A HOPE probationer offered drugs at a party on a Thursday knows that if he is summoned for a random drug test the following morning and fails, he will lose the opportunity to relax with family and friends over the weekend.

The HOPE model understands that people respond to immediate and commensurate punishments like this better than to longer and more severe punishments that seem tenuous and remote.

After Hawaii introduced HOPE in 2004, the rate of missed and failed drug tests dropped by nearly 80 percent. A probationer in HOPE is 55 percent less likely to be arrested for a new crime than one who is not in HOPE. As a result, HOPE probationers are sentenced to about 50 percent fewer days of jail time.

Attorneys and probation officers were initially skeptical about being called into court for every minor probation violation, but the volume of work per offender has decreased over time.
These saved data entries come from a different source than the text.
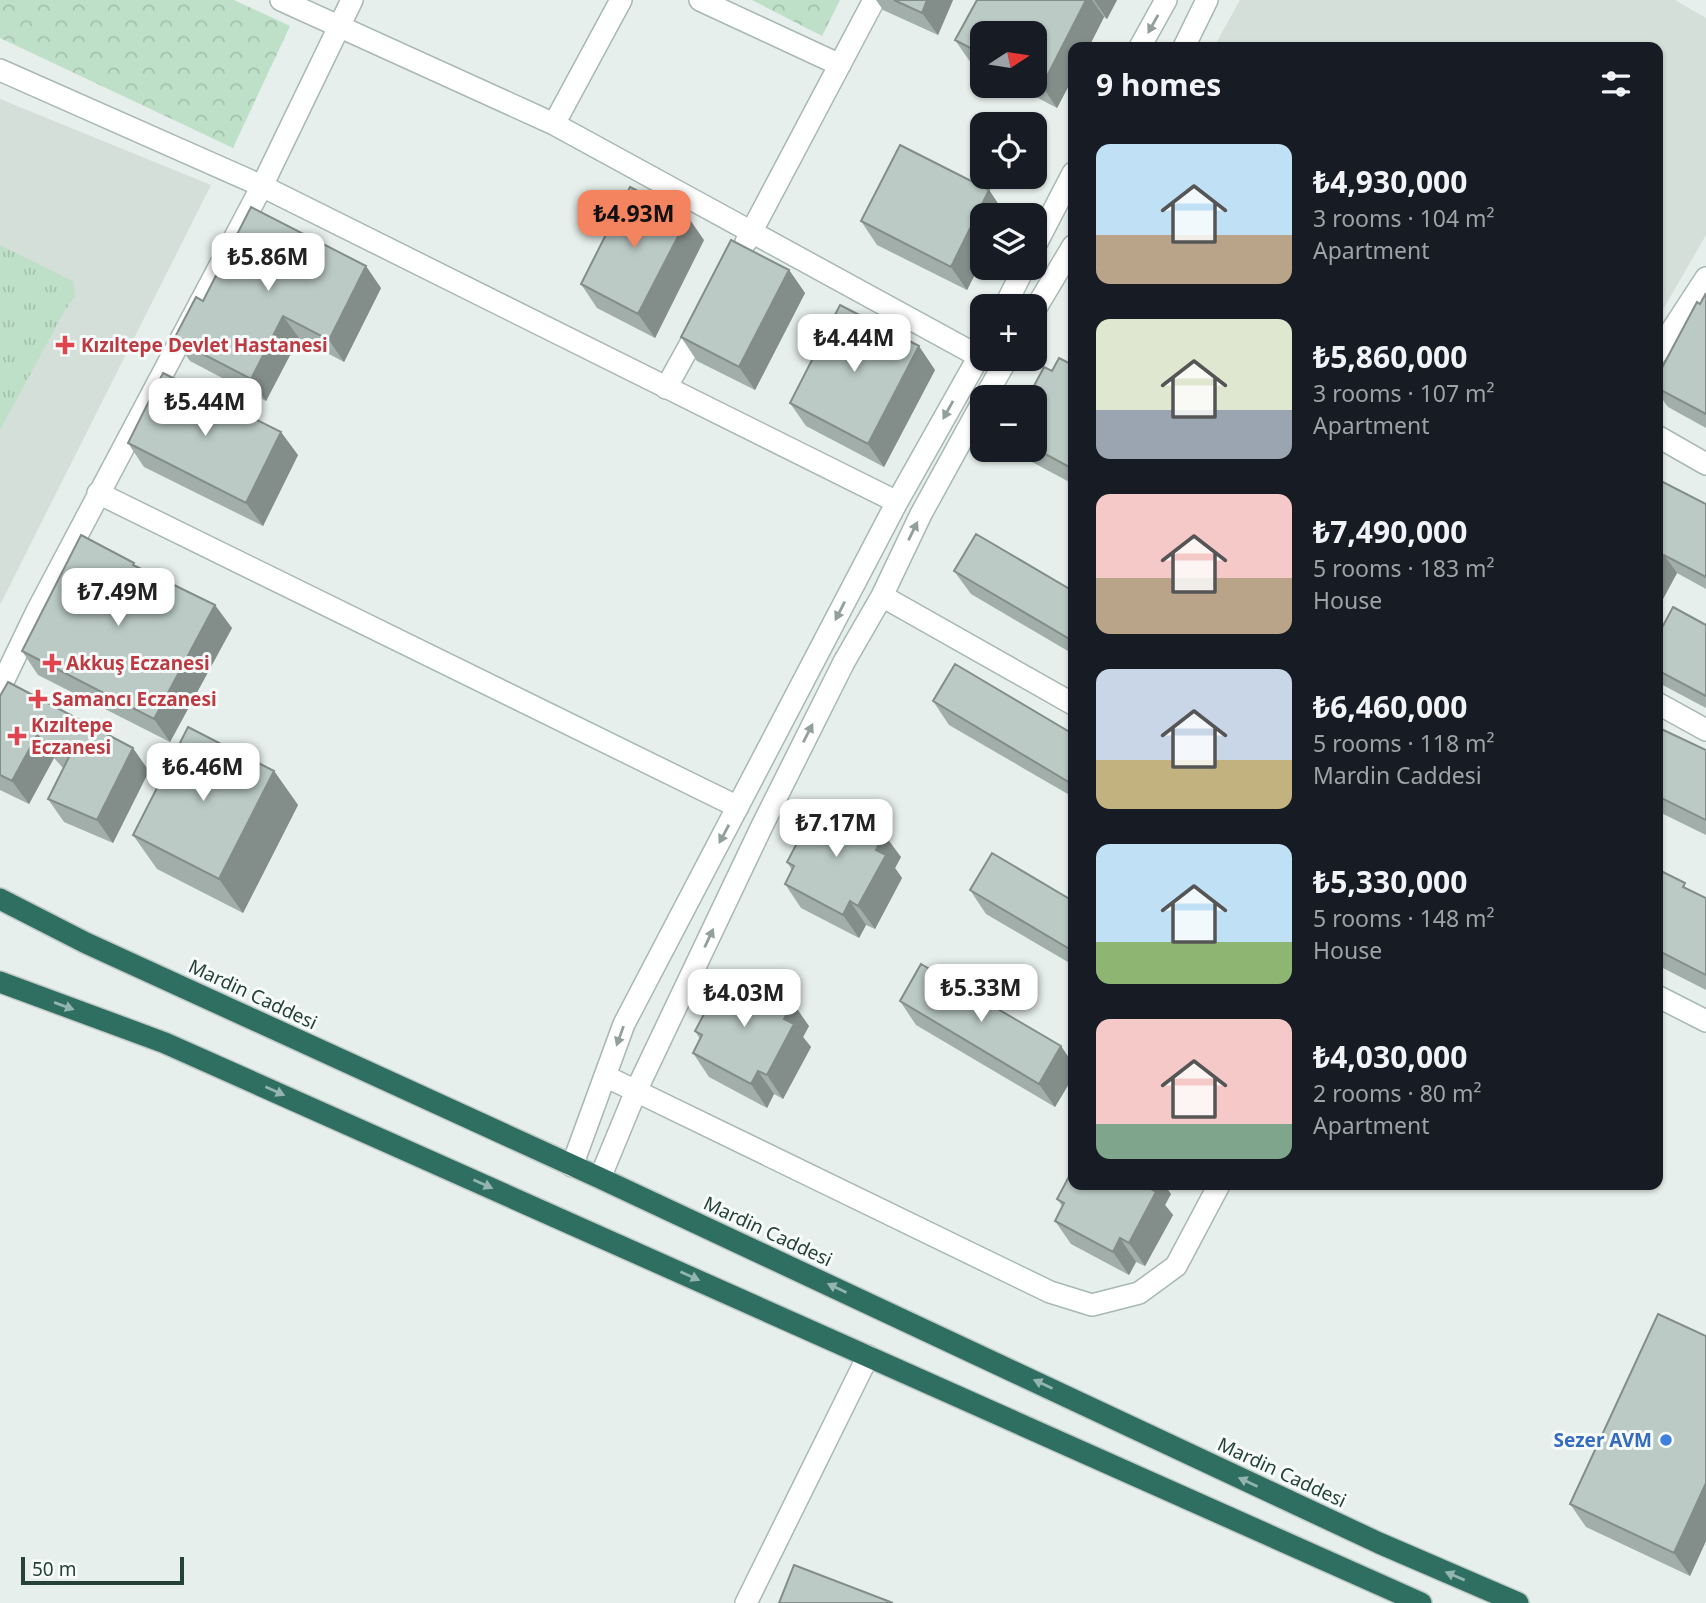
<!DOCTYPE html>
<meta charset="utf-8">
<style>
body{margin:0;font-family:"Noto Sans",sans-serif;background:#20242c;color:#f1f3f6;height:100vh;display:flex;flex-direction:column;font-size:26px;white-space:nowrap}
*{box-sizing:border-box;margin:0}
p{font-size:23px;color:#9ea1a6}
.icon{flex:none;width:38px;height:38px;fill:none;stroke:currentColor;stroke-width:2;stroke-linecap:round;stroke-linejoin:round}
.map{position:relative;flex:1;overflow:hidden}
.panel{position:absolute;left:1068px;top:42px;width:595px;height:1148px;display:flex;flex-direction:column;background:#171b24;border-radius:14px;box-shadow:0 2px 5px #0004}
.panel>*{flex:none}
.needle{width:46px;rotate:78deg}
.fabs{position:absolute;left:970px;top:21px;display:grid;gap:14px}
.fabs a{display:grid;place-items:center;width:77px;height:77px;border-radius:14px;background:#171b24;box-shadow:0 2px 5px #0004;font-size:35px}
.scale{position:absolute;left:21px;bottom:18px;width:163px;box-sizing:border-box;padding-left:7px;border:4px solid #24423a;border-top:0;font-size:19px;line-height:24px;white-space:nowrap;color:#24423a;-webkit-text-stroke:5px #f7fbf9;paint-order:stroke}
.price{position:absolute;translate:-50% -60px;padding:0 16px;border-radius:14px;background:#fff;color:#222;font-size:23px;line-height:46px;filter:drop-shadow(0 2px 4px #0008)}
.price::after{content:'';position:absolute;left:50%;top:42px;width:21px;height:16px;margin-left:-10px;background:inherit;clip-path:polygon(0 0,100% 0,50% 100%)}
.price.on{background:#f4845f;color:#111}
ul{padding:0;list-style:none}
li{display:flex;align-items:center;gap:21px;height:175px;padding:0 28px}
li span{display:grid;place-items:center;flex:none;width:196px;height:140px;border-radius:14px;color:#555}
li>.icon{margin-inline-start:auto}
span .icon{width:84px;height:84px;fill:#fffc;stroke-width:1}
li b{font-size:30px}
h2{display:flex;justify-content:space-between;align-items:center;height:84px;padding:0 28px;font-size:30px}
.map>svg:first-child{display:block}
.built{fill:#d4dfda}
.grass{fill:url(#grass-tufts)}
.park{fill:url(#park-crowns)}
.lines{fill:none;stroke-linecap:round;stroke-linejoin:round}
.minor-casing{stroke:#a8b8b2;stroke-width:24}
.highway-casing{stroke:#c2cac8;stroke-width:24}
.minor{stroke:#fff;stroke-width:21}
.highway{stroke:#2f6f62;stroke-width:21}
.wall{fill:#a1aea9}
.shaded-wall{fill:#838d89}
.building{fill:#bbcac4;stroke:#838d89;stroke-width:2}
.oneway{fill:#92a09c}
.oneway2{fill:#93b5ae}
.health-dot{fill:#e0444e;stroke:#f7fbf9;stroke-width:2.5}
.shop-dot{fill:#3f7fe0;stroke:#f7fbf9;stroke-width:2.5}
.labels{text-anchor:middle;dominant-baseline:central;stroke-width:6;stroke-linejoin:round;paint-order:stroke}
.health-label{font-size:19px;font-weight:bold;fill:#be3a42;stroke:#f7fbf9;text-anchor:start}
.street-label{font-size:19px;fill:#24423a;stroke:#f7fbf9}
.shop-label{font-size:19px;font-weight:bold;fill:#366cbe;stroke:#f7fbf9;text-anchor:end}
</style>
<div class="map">
<svg width="1706" height="1603" viewBox="0 0 1706 1603">
<defs>
<pattern id="grass-tufts" width="24" height="20" patternUnits="userSpaceOnUse" patternTransform="scale(1.75)"><rect width="24" height="20" fill="#bfe0c8"/><path d="M3 7l-1-3M5 7V3M7 7l1-3M15 17l-1-3M17 17v-4M19 17l1-3" fill="none" stroke="#a4c1ad"/></pattern>
<pattern id="park-crowns" width="20" height="18" patternUnits="userSpaceOnUse" patternTransform="scale(1.75)"><rect width="20" height="18" fill="#bfe0c8"/><path d="M2 6a3 3 0 1 1 6 0M12 15a3 3 0 1 1 6 0" fill="none" stroke="#a4c1ad"/></pattern>
</defs>
<rect width="100%" height="100%" fill="#e6efeb"/>
<!-- built -->
<path class="built" d="M1240 0H1675L1706 18V235L1657 320V47H1214Z
M0 99 211 185 0 605Z"/>
<!-- grass -->
<path class="grass" d="M0 245 73 281 75 296 64 312 0 430Z"/>
<!-- park -->
<path class="park" d="M0 0H234L290 26 233 148 0 38Z
M752 0H840L822 36Z"/>
<g class="lines">
<!-- minor casing -->
<g class="minor-casing">
<path id="minor" d="M281 0 554 124 982 358
M700 0 840 65
M1140 47 1166 0
M1184 47 1207 0
M0 70 262 186 897 502
M554 124 621 0
M746 242 874 0
M1034 248 1073 173
M1005 306 1024 268
M1034 311 1073 246
M1657 353 1706 278
M666 388 702 323
M985 397 1007 359
M1657 436 1706 464
M98 493 738 807
M882 596 1073 704
M0 688 37 611 262 186 352 0
M1657 703 1706 730
M1657 996 1706 1021
M605 1076 1050 1292 1092 1305 1139 1293 1176 1266 1219 1185
M572 1166 624 1024 897 502 982 351
M600 1178 636 1091 762 826 844 662 882 596 921 514 982 403
M746 1603 868 1356"/>
</g>
<!-- highway casing -->
<g class="highway-casing">
<path id="highway" d="M0 899 86 943 600 1178 1379 1543 1518 1603
M0 982 165 1043 1421 1603"/>
</g>
<!-- minor -->
<use href="#minor" class="minor"/>
<!-- highway -->
<use href="#highway" class="highway"/>
</g>
<!-- wall -->
<path class="wall" d="M876 0H953L938 35 883 10Z
M977 0H1117L1107 19 1104 17 1057 108 1015 86H1034V33H982V68L971 63 955 40Z
M989 190 1005 214 967 290 877 245 861 221Z
M704 240 655 338 597 308 581 284Z
M789 270 805 293 755 390 697 361 681 337Z
M381 288 344 362 299 338 266 401 190 361 174 339 203 301Z
M1706 293V428L1668 407 1657 392V377Z
M1073 365V484L1032 462 1024 450H1034V397L1052 371Z
M935 370 884 467 806 426 790 403Z
M128 443 298 455 263 526 144 467Z
M1657 479 1706 504V589L1677 573 1657 610Z
M137 566 232 628 170 742 38 675 22 651Z
M954 571 1073 591V654L971 594Z
M1706 625V708L1657 682V637Z
M0 696 149 771 113 843 64 822 48 799 63 768 54 758 29 804 0 790Z
M933 701 1073 734V797L949 725Z
M1657 727 1706 750V835L1657 811Z
M274 771 298 805 243 913 157 869 133 835Z
M901 857 895 868 902 878 875 929 866 925 859 938 801 908 785 884 792 870 787 862Z
M1657 869 1690 890 1706 898V990L1657 965Z
M970 890 1073 901V965L986 914Z
M900 1001 1061 1046 1073 1064V1077L1055 1107 916 1025Z
M809 1026 803 1037 811 1047 783 1099 774 1094 767 1108 709 1077 693 1053 700 1039 695 1031Z
M1171 1194 1165 1205 1173 1215 1145 1266 1136 1262 1129 1275 1071 1244 1055 1221 1063 1207 1057 1199Z
M1706 1336V1541L1690 1576 1586 1527 1570 1504Z"/>
<!-- shaded-wall -->
<path class="shaded-wall" d="M927 0H953L938 35 922 13Z
M1086 0H1092L1104 17 1089 47H1073V78L1057 108 1042 86Z
M1094 0H1117L1107 19Z
M989 190 1005 214V215H982V261L967 290 951 267Z
M688 217 704 240 655 338 638 314Z
M366 266 381 288 344 362 329 340Z
M789 270 805 293 755 390 739 367Z
M283 316 299 338 266 401 251 379Z
M919 346 935 370 884 467 868 444Z
M281 432 298 455 263 526 246 503Z
M1664 555 1677 573 1657 610V569Z
M215 605 232 628 170 742 154 719Z
M37 735 54 758 29 804 12 781Z
M133 748 149 771 113 843 97 820Z
M274 771 298 805 243 913 219 879Z
M884 834 901 857 895 868 902 878 875 929 858 906 876 850Z
M850 901 866 925 859 938 843 915Z
M793 1003 809 1026 803 1037 811 1047 783 1099 767 1075 784 1019Z
M1061 1046 1073 1064V1077L1055 1107 1039 1084Z
M758 1071 774 1094 767 1108 751 1084Z
M1147 1185H1165L1171 1194 1165 1205 1173 1215 1145 1266 1129 1243Z
M1120 1238 1136 1262 1129 1275 1113 1252Z
M1706 1483V1541L1690 1576 1674 1553Z"/>
<!-- building -->
<path class="building" d="M894 0H927L922 13Z
M977 0H1086L1042 86 1034 82V33H982V54L955 40Z
M900 145 989 190 951 267 861 221Z
M630 187 688 217 638 314 581 284Z
M251 207 366 266 329 340 283 316 251 379 174 339 196 297 203 301Z
M731 240 789 270 739 367 681 337Z
M1706 293V414L1657 388V377L1697 302 1700 304Z
M840 305 919 346 868 444 790 403Z
M1059 358 1073 365V469L1034 448V397H1028L1044 367 1052 371Z
M163 373 281 432 246 503 128 443Z
M1657 479 1706 504V577L1664 555 1657 569Z
M976 534 1073 591V641L954 571Z
M81 535 134 563 133 565 215 605 154 719 22 651Z
M1673 607 1706 625V696L1657 670V637Z
M955 664 1073 734 1072 784 933 701Z
M8 682 133 748 97 820 48 799 69 757 51 748 37 735 12 781 0 775V696Z
M188 727 274 771 219 879 133 835Z
M1657 727 1706 750V820L1657 796Z
M828 803 884 834 876 850 886 855 858 906 850 901 843 915 785 884 794 866 787 862 813 813 821 817Z
M992 853 1073 901V951L970 890Z
M1657 869 1685 883 1683 887 1706 898V975L1657 950Z
M921 964 1061 1046 1039 1084 900 1001Z
M736 973 793 1003 784 1019 794 1024 767 1075 758 1071 751 1084 693 1053 702 1035 695 1031 721 982 729 986Z
M1073 1169V1185H1147L1146 1186 1156 1192 1129 1243 1120 1238 1113 1252 1055 1221 1064 1203 1057 1199Z
M1658 1314 1706 1336V1483L1674 1553 1570 1504Z
M794 1565 893 1603H779Z"/>
<!-- one-way arrows -->
<defs><path id="oneway-solid" d="M-6-.8H1V-3.2L6.5 0L1 3.2V.8H-6Z" transform="scale(1.75)"/></defs>
<g class="oneway">
<use href="#oneway-solid" transform="translate(1153 24) rotate(119)"/>
<use href="#oneway-solid" transform="translate(948 410) rotate(119)"/>
<use href="#oneway-solid" transform="translate(913 531) rotate(-64)"/>
<use href="#oneway-solid" transform="translate(840 611) rotate(117)"/>
<use href="#oneway-solid" transform="translate(808 733) rotate(-63)"/>
<use href="#oneway-solid" transform="translate(724 834) rotate(118)"/>
<use href="#oneway-solid" transform="translate(709 938) rotate(-65)"/>
<use href="#oneway-solid" transform="translate(620 1036) rotate(110)"/>
</g>
<g class="oneway2">
<use href="#oneway-solid" transform="translate(64 1006) rotate(20)"/>
<use href="#oneway-solid" transform="translate(275 1091) rotate(24)"/>
<use href="#oneway-solid" transform="translate(483 1184) rotate(24)"/>
<use href="#oneway-solid" transform="translate(690 1276) rotate(24)"/>
<use href="#oneway-solid" transform="translate(837 1288) rotate(-155)"/>
<use href="#oneway-solid" transform="translate(1043 1384) rotate(-155)"/>
<use href="#oneway-solid" transform="translate(1248 1482) rotate(-155)"/>
<use href="#oneway-solid" transform="translate(1455 1576) rotate(-157)"/>
</g>
<!-- markers -->
<g class="health-dot">
<path d="M61.5 334.5h7v7h7v7h-7v7h-7v-7h-7v-7h7z"/>
<path d="M48.5 652.5h7v7h7v7h-7v7h-7v-7h-7v-7h7z"/>
<path d="M34.5 688.5h7v7h7v7h-7v7h-7v-7h-7v-7h7z"/>
<path d="M13.5 725.5h7v7h7v7h-7v7h-7v-7h-7v-7h7z"/>
</g>
<circle class="shop-dot" cx="1666" cy="1440" r="7"/>
<g class="labels">
<!-- health labels -->
<g class="health-label">
<text x="81" y="345">Kızıltepe Devlet Hastanesi</text>
<text x="66" y="663">Akkuş Eczanesi</text>
<text x="52" y="699">Samancı Eczanesi</text>
<text x="31" y="725">Kızıltepe<tspan x="31" dy="22">Eczanesi</tspan></text>
</g>
<!-- street labels -->
<g class="street-label">
<text transform="translate(253 994) rotate(25)">Mardin Caddesi</text>
<text transform="translate(768 1231) rotate(25)">Mardin Caddesi</text>
<text transform="translate(1282 1472) rotate(25)">Mardin Caddesi</text>
</g>
<!-- shop labels -->
<g class="shop-label">
<text x="1652" y="1440">Sezer AVM</text>
</g>
</g>
</svg>
<div class="fabs">
<a><svg class="needle" viewBox="-14 -14 28 28"><path d="M0-13l5 13h-10z" fill="#e53935"/><path d="M0 13l5-13h-10z" fill="#9ea1a6"/></svg></a>
<a><svg class="icon" aria-label="locate" viewBox="0 0 24 24"><circle cx="12" cy="12" r="6"/><path d="M12 2v4M12 18v4M2 12h4M18 12h4"/></svg></a>
<a><svg class="icon" aria-label="layers" viewBox="0 0 24 24"><path d="M12 4l9 5-9 5-9-5zM3 14l9 5 9-5"/></svg></a>
<a>+</a>
<a>−</a>
</div>
<div class="scale">50 m</div>
<b class="price on" style="left:634px;top:250px">₺4.93M</b>
<b class="price" style="left:268px;top:293px">₺5.86M</b>
<b class="price" style="left:854px;top:374px">₺4.44M</b>
<b class="price" style="left:205px;top:438px">₺5.44M</b>
<b class="price" style="left:118px;top:628px">₺7.49M</b>
<b class="price" style="left:203px;top:803px">₺6.46M</b>
<b class="price" style="left:836px;top:859px">₺7.17M</b>
<b class="price" style="left:981px;top:1024px">₺5.33M</b>
<b class="price" style="left:744px;top:1029px">₺4.03M</b>
<section class="panel">
<h2>9 homes<svg class="icon" aria-label="filters" viewBox="0 0 24 24"><path d="M4 7h16M4 17h16"/><circle cx="9" cy="7" r="2"/><circle cx="15" cy="17" r="2"/></svg></h2>
<ul>
<li><span style="background:linear-gradient(#bfe0f5 65%,#b9a48a 0)"><svg class="icon" aria-label="home" viewBox="0 0 24 24"><path d="M3 11l9-7 9 7M6 9v11h12V9"/></svg></span><div><b>₺4,930,000</b><p>3 rooms · 104 m²</p><p>Apartment</p></div></li>
<li><span style="background:linear-gradient(#dfe7d0 65%,#9aa5b1 0)"><svg class="icon" aria-label="home" viewBox="0 0 24 24"><path d="M3 11l9-7 9 7M6 9v11h12V9"/></svg></span><div><b>₺5,860,000</b><p>3 rooms · 107 m²</p><p>Apartment</p></div></li>
<li><span style="background:linear-gradient(#f6c9c9 60%,#b9a48a 0)"><svg class="icon" aria-label="home" viewBox="0 0 24 24"><path d="M3 11l9-7 9 7M6 9v11h12V9"/></svg></span><div><b>₺7,490,000</b><p>5 rooms · 183 m²</p><p>House</p></div></li>
<li><span style="background:linear-gradient(#c9d6e8 65%,#c2b280 0)"><svg class="icon" aria-label="home" viewBox="0 0 24 24"><path d="M3 11l9-7 9 7M6 9v11h12V9"/></svg></span><div><b>₺6,460,000</b><p>5 rooms · 118 m²</p><p>Mardin Caddesi</p></div></li>
<li><span style="background:linear-gradient(#bfe0f5 70%,#8fb573 0)"><svg class="icon" aria-label="home" viewBox="0 0 24 24"><path d="M3 11l9-7 9 7M6 9v11h12V9"/></svg></span><div><b>₺5,330,000</b><p>5 rooms · 148 m²</p><p>House</p></div></li>
<li><span style="background:linear-gradient(#f6c9c9 75%,#7fa58c 0)"><svg class="icon" aria-label="home" viewBox="0 0 24 24"><path d="M3 11l9-7 9 7M6 9v11h12V9"/></svg></span><div><b>₺4,030,000</b><p>2 rooms · 80 m²</p><p>Apartment</p></div></li>
</ul>
</section>
</div>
Social scientists have long understood that people respond best to immediate punishments. Cesare Beccaria, an 18th-century thinker who is regarded as the founder of modern criminology, argued that swiftness and certainty in punishment are more important to deterrence than severity.

Beccaria, who was quoted by Thomas Jefferson and John Adams, was deeply influential at the time of the American founding. Modern research on human behavior has validated his time-honored criminological theory.

But it is worth setting aside all of the complex academic literature and realizing that SWIFT-style policies are just a return to common sense. Any parent could explain why HOPE works just as well as any professor.

Revoked felony probationers currently account for more than one-third of Texas’ prison population and nearly half of the state jail population.

Texans pay approximately $600 million to incarcerate these individuals, but if probation were improved, the state would be able to reduce these costs and prioritize existing prison space for violent offenders who most need to be taken off the streets. Reform of this sort could also improve public safety and return low-level criminal offenders to productive, law-abiding lives.

Hawaii was a useful model for Tarrant County. It may soon be that Tarrant County is a useful model for the rest of Texas.